- Born: March 13, 1923 Denver, Colorado, U.S.
- Died: May 23, 2017 (aged 94)
- Education: Wellesley College University of Colorado Boulder Massachusetts Institute of Technology
- Known for: DYNAMO (programming language) LISP PORT Mathematical Subroutine Library
- Scientific career
- Workplaces: General Electric Courant Institute of Mathematical Sciences Massachusetts Institute of Technology Newark College of Engineering Bell Labs
- Thesis: On the use of coordinate perturbations in the solution of physical problems (1954)
- Doctoral advisor: Chia-Chiao Lin

= Phyllis Fox =

American mathematician and computer scientist (1923–2017)

Phyllis Ann Fox (March 13, 1923 – May 23, 2017) was an American mathematician, electrical engineer and computer scientist.

==Early life and education==
Fox was born on March 13, 1923, and raised in Colorado. She did her undergraduate studies at Wellesley College, earning a Bachelor of Arts in mathematics in 1944.
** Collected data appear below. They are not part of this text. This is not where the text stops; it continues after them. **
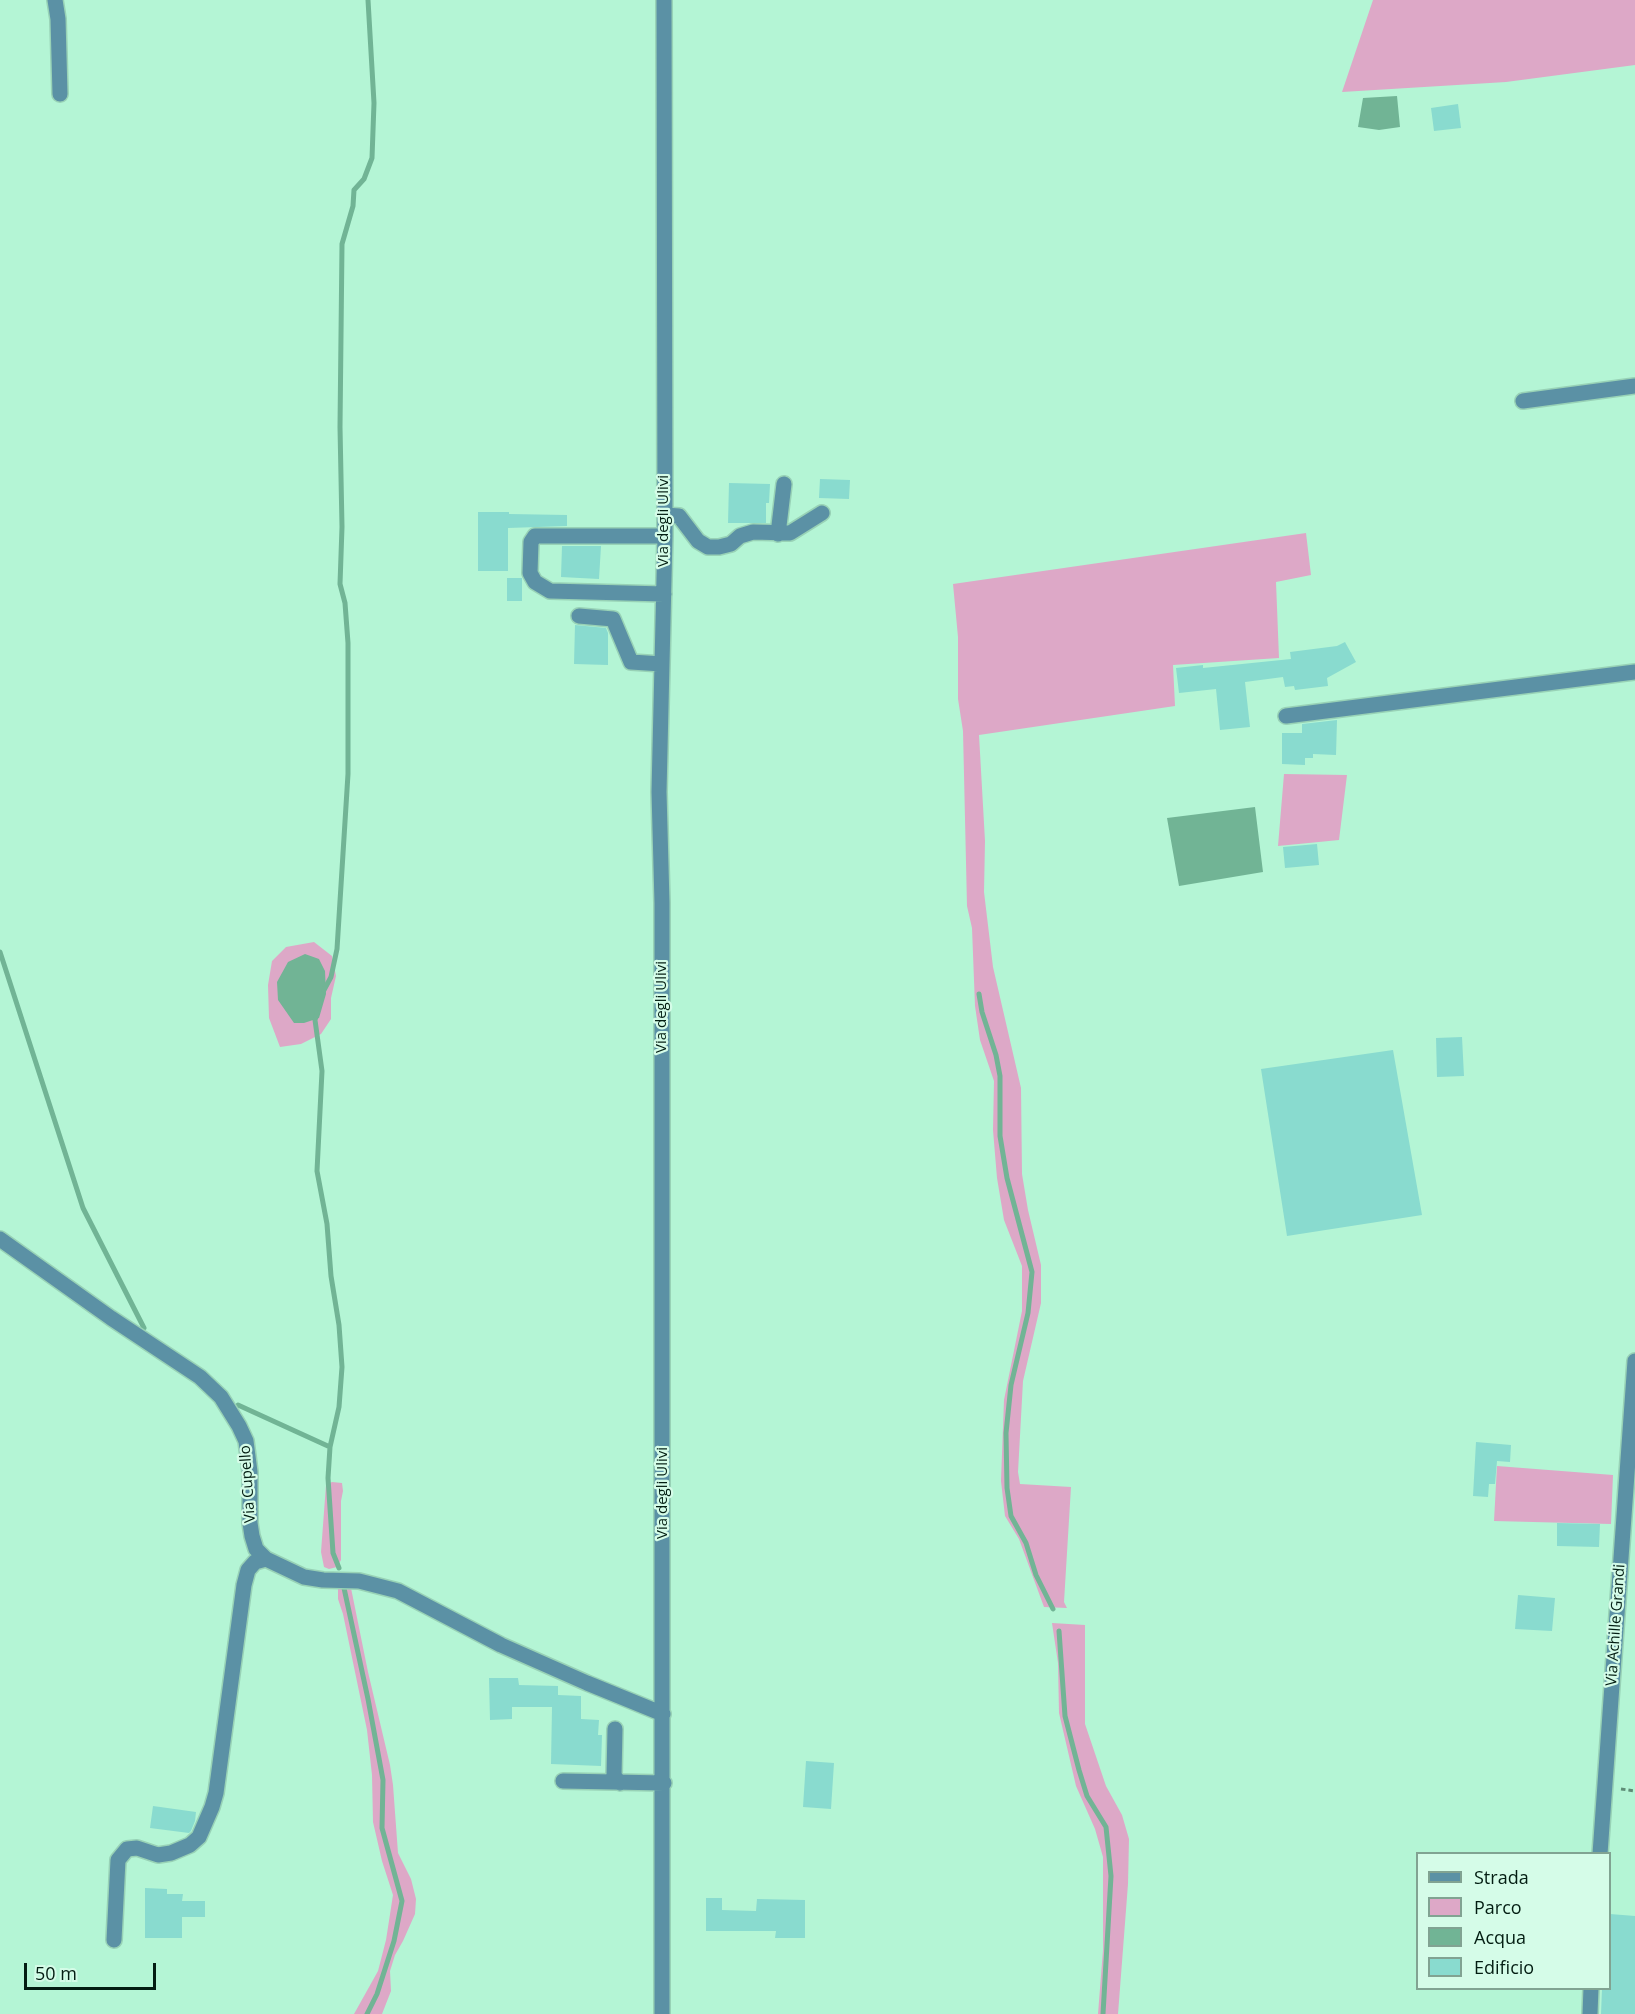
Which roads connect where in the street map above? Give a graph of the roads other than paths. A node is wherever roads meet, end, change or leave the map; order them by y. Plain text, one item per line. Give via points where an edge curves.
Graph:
1 (55, 0) edge
2 (664, 0) edge
3 (60, 94) dead end
4 (1635, 386) edge
5 (1523, 401) dead end
6 (784, 484) dead end
7 (822, 513) dead end
8 (665, 515) junction
9 (778, 534) junction
10 (665, 537) junction
11 (664, 594) junction
12 (579, 616) dead end
13 (662, 664) junction
14 (1635, 672) edge
15 (1286, 716) dead end
16 (0, 1239) edge
17 (1635, 1361) edge
18 (266, 1559) junction
19 (663, 1714) junction
20 (615, 1729) dead end
21 (563, 1780) dead end
22 (620, 1783) junction
23 (664, 1783) junction
24 (1600, 1852) edge
25 (114, 1940) dead end
26 (1592, 1990) edge
27 (662, 2014) edge
28 (1590, 2014) edge

1 - 3 street
2 - 8 street, Via degli Ulivi
4 - 5 street
6 - 9 street
7 - 9 street via 789,533
8 - 9 street via 679,516 698,541 708,547 730,544 753,532
8 - 10 street, Via degli Ulivi
10 - 11 street, Via degli Ulivi
10 - 11 street via 535,536 531,542 530,573 535,582 550,591
11 - 13 street, Via degli Ulivi
12 - 13 street via 613,619 631,662
13 - 19 street, Via degli Ulivi via 659,792
14 - 15 street
16 - 18 street, Via Cupello via 200,1377 220,1396 246,1441 252,1536 256,1550
17 - 24 street, Via Achille Grandi
18 - 19 street via 304,1577 359,1581 398,1591 501,1645
18 - 25 street via 255,1562 248,1570 244,1585 216,1793 209,1815 199,1837 190,1845 158,1855 127,1849 118,1860
19 - 23 street, Via degli Ulivi
20 - 22 street via 614,1776
21 - 22 street
22 - 23 street
23 - 27 street, Via degli Ulivi
26 - 28 street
From 1944 until 1946 she worked for General Electric as an operator for their differential analyser project. She earned a second baccalaureate, a Bachelor of Science in electrical engineering, from the University of Colorado Boulder in 1948. She then moved on to graduate studies at the Massachusetts Institute of Technology, earning an Master of Science in 1949 in electrical engineering, and a doctorate (Sc.D.) in mathematics in 1954 under the supervision of Chia-Chiao Lin. During this time, she also worked as an assistant on the Whirlwind project at the Massachusetts Institute of Technology, under Jay Wright Forrester.

==Later career==
From 1954 to 1958, Fox worked on the numerical solution of partial differential equations on the Univac, for the Computing Center of the United States Atomic Energy Commission at the Courant Institute of Mathematical Sciences of New York University. In 1958, following her husband, she returned to Jay Wright Forrester's system dynamics research group at Massachusetts Institute of Technology, where she became part of the team that wrote the DYNAMO programming language. She then became a collaborator on the first LISP interpreter, and was the main author of the first LISP manual.

In 1963, she moved from Massachusetts Institute of Technology to the Newark College of Engineering, where she became a full professor in 1972. During this time, she also consulted for Bell Labs, where she moved in 1973 to work on a highly portable numerics library (PORT). She retired from Bell Labs in 1984.

==Personal life and death==
Fox married George Sternlieb. They moved to Short Hills, New Jersey in 1949. Fox died on May 23, 2017, at the age of 94.

==Recognition==
Fox was named a Fellow of the American Association for the Advancement of Science in 1986.